広島デルタの北東部、矢賀にある機関車の整備工場。戦時中に建設された建屋が複数現存しており、いわゆる被爆建物の中では最も若い部類に入る。

日中戦争開戦以後の鉄道輸送増加に対応するため、機関車の整備工場を新設することになり、戦時の資材不足に悩まされながらも1943年3月に操業を開始した。被爆時には木造建物の損傷やガラス飛散などの被害を受けたが鉄骨建屋の倒壊は免れ、戦後から現在に至るまで機関車の整備拠点として使用されている。

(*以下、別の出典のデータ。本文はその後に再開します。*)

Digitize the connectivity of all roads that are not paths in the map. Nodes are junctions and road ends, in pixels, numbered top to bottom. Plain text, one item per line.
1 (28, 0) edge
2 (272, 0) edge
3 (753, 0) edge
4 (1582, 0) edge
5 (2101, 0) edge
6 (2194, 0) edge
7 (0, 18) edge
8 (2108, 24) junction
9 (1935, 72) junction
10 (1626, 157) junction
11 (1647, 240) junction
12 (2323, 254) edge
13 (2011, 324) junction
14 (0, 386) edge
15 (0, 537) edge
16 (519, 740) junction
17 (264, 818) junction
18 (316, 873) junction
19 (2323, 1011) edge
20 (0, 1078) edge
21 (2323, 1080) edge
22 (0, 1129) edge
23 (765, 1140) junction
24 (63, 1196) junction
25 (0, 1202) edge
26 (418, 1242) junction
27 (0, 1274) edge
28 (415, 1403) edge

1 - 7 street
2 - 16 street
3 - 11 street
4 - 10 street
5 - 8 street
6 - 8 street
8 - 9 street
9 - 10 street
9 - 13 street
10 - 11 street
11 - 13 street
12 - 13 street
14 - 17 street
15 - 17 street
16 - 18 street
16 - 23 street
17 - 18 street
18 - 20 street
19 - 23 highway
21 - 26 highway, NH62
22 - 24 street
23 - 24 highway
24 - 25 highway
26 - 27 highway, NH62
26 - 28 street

現存する被爆建屋は第一主棟、動力室、油庫の3棟とされるが、鉄骨建屋では戦後に増築や部材の交換が行われている。また、他の建物も戦後の早い時期に建てられたものであり、目視だけでは各建物の建築年代の判定は難しい。

第一主棟

巨大な無柱空間が二つ連なる。増築されており当初のファサードは残されていないが、内部の雰囲気はかなり往時を留めているように感じられる。

動力室

第一主棟の北側に建ち並ぶ建屋の一つ。公開日でも非公開のため内観できておらず、オリジナルの痕跡がどの程度残っているかは分からない。

赤レンガ倉庫

敷地外からも見ることのできるレンガ造の建屋。現在は資料室と倉庫として使われている。本作は戦時中または戦後の建物のようだが、建築年代を示す資料は手元にない。いずれにせよ関東大震災(1923年)以降に建てられた数少ないレンガ建築の一つといえそうだ。本来はRC造で作りたかったのだろうが、極度の物資不足からレンガを選択したものと思われる。(*1)
内部は半分が二層構造で、鉄の柱に木の床を載せている。